Drop the images. Copy every line below character for character.
== DATA RECORDS
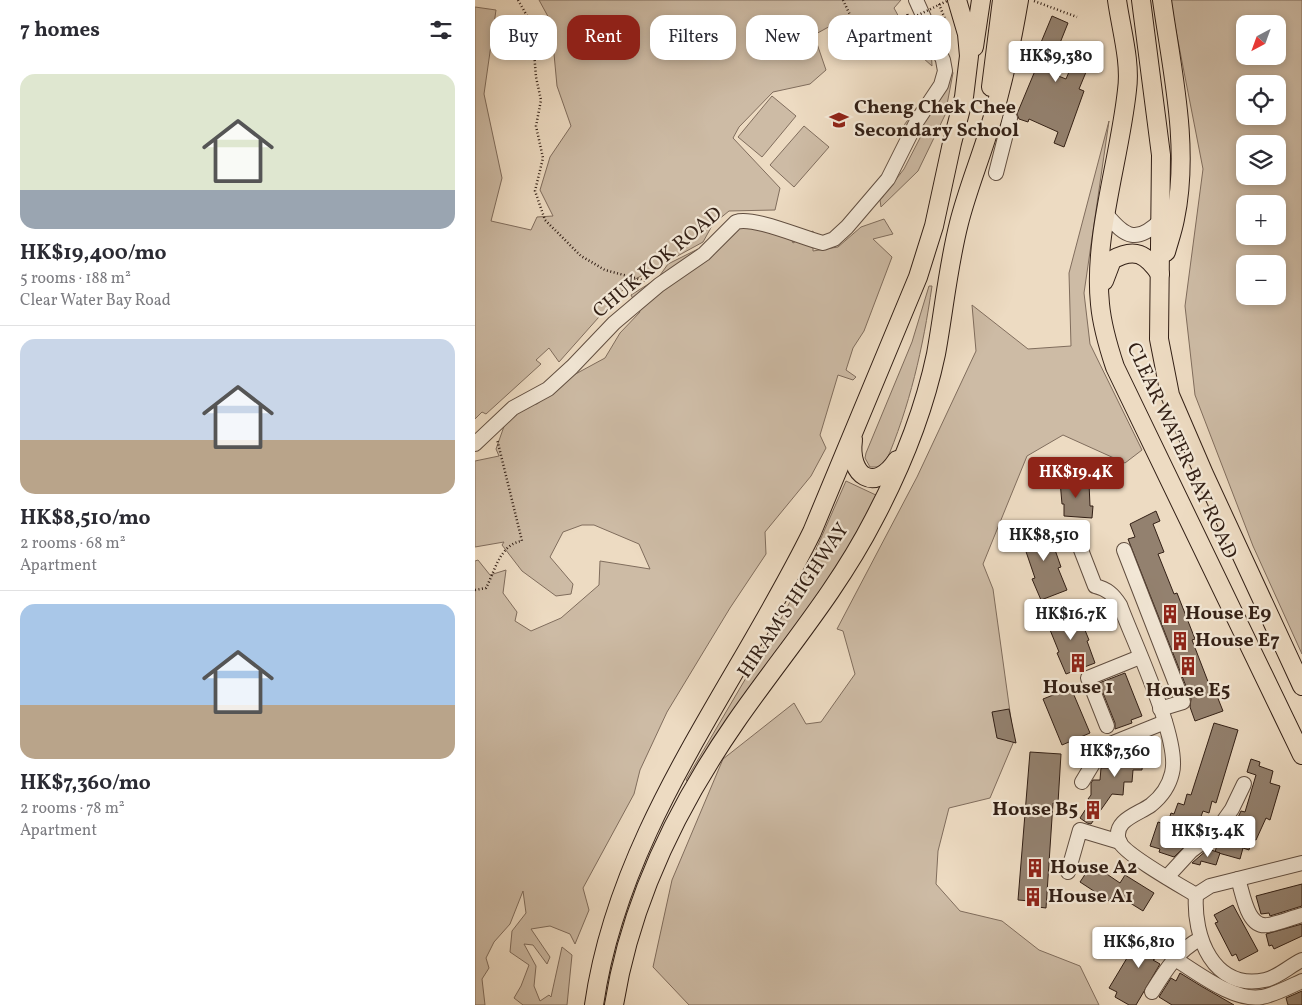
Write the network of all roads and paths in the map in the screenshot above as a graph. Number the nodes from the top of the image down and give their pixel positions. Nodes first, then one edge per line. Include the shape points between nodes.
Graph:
1 (518, 0) edge
2 (843, 0) edge
3 (949, 0) edge
4 (957, 0) edge
5 (981, 0) edge
6 (1002, 0) edge
7 (1019, 0) edge
8 (1031, 0) edge
9 (1117, 0) edge
10 (1141, 0) edge
11 (1161, 0) edge
12 (1040, 2) edge
13 (910, 3) edge
14 (940, 6) junction
15 (850, 15) edge
16 (919, 15) edge
17 (944, 15) edge
18 (1077, 17) dead end
19 (964, 97) junction
20 (1007, 117) junction
21 (996, 173) dead end
22 (973, 175) junction
23 (1107, 215) junction
24 (1160, 221) junction
25 (1160, 274) junction
26 (659, 286) junction
27 (1100, 303) junction
28 (494, 425) junction
29 (854, 429) junction
30 (913, 431) junction
31 (475, 444) edge
32 (1076, 537) dead end
33 (1123, 550) dead end
34 (475, 590) edge
35 (1140, 657) junction
36 (1302, 686) edge
37 (1163, 716) junction
38 (1107, 726) dead end
39 (1302, 755) edge
40 (1082, 782) dead end
41 (1244, 784) dead end
42 (1120, 842) junction
43 (1302, 863) edge
44 (1067, 872) dead end
45 (1167, 877) junction
46 (1238, 879) junction
47 (1196, 895) junction
48 (1302, 915) edge
49 (1200, 939) junction
50 (1175, 959) junction
51 (1302, 960) edge
52 (1302, 981) edge
53 (1152, 992) dead end
54 (594, 1005) edge
55 (614, 1005) edge

1 - 26 path via 539,38 534,52 541,100 536,126 543,158 535,191 545,220 581,256 605,270
2 - 15 path
3 - 14 path, bridge
4 - 19 main road, HIRAM'S HIGHWAY via 969,45
5 - 19 main road
6 - 22 main road via 991,91
7 - 20 main road, HIRAM'S HIGHWAY via 1007,62
8 - 12 path
9 - 23 main road, CLEAR WATER BAY ROAD via 1128,88
10 - 24 main road, CLEAR WATER BAY ROAD via 1161,155
11 - 25 main road via 1175,87 1180,155 1175,218
12 - 18 path
13 - 26 street, CHUK KOK ROAD via 943,60 945,71 941,85 917,121 888,179 847,227 834,240 823,243 757,222 740,220 731,225 704,254
14 - 16 path, bridge
14 - 17 path
19 - 29 main road, HIRAM'S HIGHWAY via 934,226 918,277
20 - 21 street
20 - 22 main road, HIRAM'S HIGHWAY
22 - 30 main road, HIRAM'S HIGHWAY via 954,244 935,356
23 - 24 street via 1119,228 1137,236 1142,236
23 - 27 main road, CLEAR WATER BAY ROAD via 1100,256
24 - 25 main road, CLEAR WATER BAY ROAD
25 - 27 main road via 1141,255 1120,255 1109,265
25 - 36 main road, CLEAR WATER BAY ROAD via 1159,339 1171,395 1203,474
26 - 28 street, CHUK KOK ROAD via 614,323 548,389 513,408
27 - 39 main road, CLEAR WATER BAY ROAD via 1105,337 1115,367
28 - 31 street, CHUK KOK ROAD
28 - 34 path via 522,541 512,542 503,552 486,588
29 - 30 main road via 855,466 859,473 874,479 895,463
29 - 54 main road, HIRAM'S HIGHWAY via 793,570 698,736 648,832 614,918
30 - 55 main road, HIRAM'S HIGHWAY via 886,495 842,575 735,723 687,801 642,901 623,961
32 - 35 street via 1095,586 1105,589 1120,605
33 - 37 street via 1183,702
35 - 37 street
35 - 38 street via 1088,678
37 - 40 street via 1103,747
37 - 42 street via 1173,754 1172,773 1164,791 1150,806 1123,822 1118,835
41 - 45 street via 1215,833 1191,851
42 - 44 street via 1080,830
42 - 45 street via 1129,852
43 - 46 street
45 - 47 street
46 - 47 street via 1210,886
46 - 48 street via 1251,918 1258,924 1267,925
47 - 49 street via 1195,915
49 - 50 street via 1187,946
49 - 51 street via 1218,967 1245,980 1271,978
50 - 52 street via 1244,997 1262,997
50 - 53 street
====
_EXERCISE OUTPUT_.
Write the network of all roads and paths in the map in the screenshot above as a graph. Number the nodes from the top of the image down and give their pixel positions. Nodes first, then one edge per line. Include the shape points between nodes.
Graph:
1 (518, 0) edge
2 (843, 0) edge
3 (949, 0) edge
4 (957, 0) edge
5 (981, 0) edge
6 (1002, 0) edge
7 (1019, 0) edge
8 (1031, 0) edge
9 (1117, 0) edge
10 (1141, 0) edge
11 (1161, 0) edge
12 (1040, 2) edge
13 (910, 3) edge
14 (940, 6) junction
15 (850, 15) edge
16 (919, 15) edge
17 (944, 15) edge
18 (1077, 17) dead end
19 (964, 97) junction
20 (1007, 117) junction
21 (996, 173) dead end
22 (973, 175) junction
23 (1107, 215) junction
24 (1160, 221) junction
25 (1160, 274) junction
26 (659, 286) junction
27 (1100, 303) junction
28 (494, 425) junction
29 (854, 429) junction
30 (913, 431) junction
31 (475, 444) edge
32 (1076, 537) dead end
33 (1123, 550) dead end
34 (475, 590) edge
35 (1140, 657) junction
36 (1302, 686) edge
37 (1163, 716) junction
38 (1107, 726) dead end
39 (1302, 755) edge
40 (1082, 782) dead end
41 (1244, 784) dead end
42 (1120, 842) junction
43 (1302, 863) edge
44 (1067, 872) dead end
45 (1167, 877) junction
46 (1238, 879) junction
47 (1196, 895) junction
48 (1302, 915) edge
49 (1200, 939) junction
50 (1175, 959) junction
51 (1302, 960) edge
52 (1302, 981) edge
53 (1152, 992) dead end
54 (594, 1005) edge
55 (614, 1005) edge

1 - 26 path via 539,38 534,52 541,100 536,126 543,158 535,191 545,220 581,256 605,270
2 - 15 path
3 - 14 path, bridge
4 - 19 main road, HIRAM'S HIGHWAY via 969,45
5 - 19 main road
6 - 22 main road via 991,91
7 - 20 main road, HIRAM'S HIGHWAY via 1007,62
8 - 12 path
9 - 23 main road, CLEAR WATER BAY ROAD via 1128,88
10 - 24 main road, CLEAR WATER BAY ROAD via 1161,155
11 - 25 main road via 1175,87 1180,155 1175,218
12 - 18 path
13 - 26 street, CHUK KOK ROAD via 943,60 945,71 941,85 917,121 888,179 847,227 834,240 823,243 757,222 740,220 731,225 704,254
14 - 16 path, bridge
14 - 17 path
19 - 29 main road, HIRAM'S HIGHWAY via 934,226 918,277
20 - 21 street
20 - 22 main road, HIRAM'S HIGHWAY
22 - 30 main road, HIRAM'S HIGHWAY via 954,244 935,356
23 - 24 street via 1119,228 1137,236 1142,236
23 - 27 main road, CLEAR WATER BAY ROAD via 1100,256
24 - 25 main road, CLEAR WATER BAY ROAD
25 - 27 main road via 1141,255 1120,255 1109,265
25 - 36 main road, CLEAR WATER BAY ROAD via 1159,339 1171,395 1203,474
26 - 28 street, CHUK KOK ROAD via 614,323 548,389 513,408
27 - 39 main road, CLEAR WATER BAY ROAD via 1105,337 1115,367
28 - 31 street, CHUK KOK ROAD
28 - 34 path via 522,541 512,542 503,552 486,588
29 - 30 main road via 855,466 859,473 874,479 895,463
29 - 54 main road, HIRAM'S HIGHWAY via 793,570 698,736 648,832 614,918
30 - 55 main road, HIRAM'S HIGHWAY via 886,495 842,575 735,723 687,801 642,901 623,961
32 - 35 street via 1095,586 1105,589 1120,605
33 - 37 street via 1183,702
35 - 37 street
35 - 38 street via 1088,678
37 - 40 street via 1103,747
37 - 42 street via 1173,754 1172,773 1164,791 1150,806 1123,822 1118,835
41 - 45 street via 1215,833 1191,851
42 - 44 street via 1080,830
42 - 45 street via 1129,852
43 - 46 street
45 - 47 street
46 - 47 street via 1210,886
46 - 48 street via 1251,918 1258,924 1267,925
47 - 49 street via 1195,915
49 - 50 street via 1187,946
49 - 51 street via 1218,967 1245,980 1271,978
50 - 52 street via 1244,997 1262,997
50 - 53 street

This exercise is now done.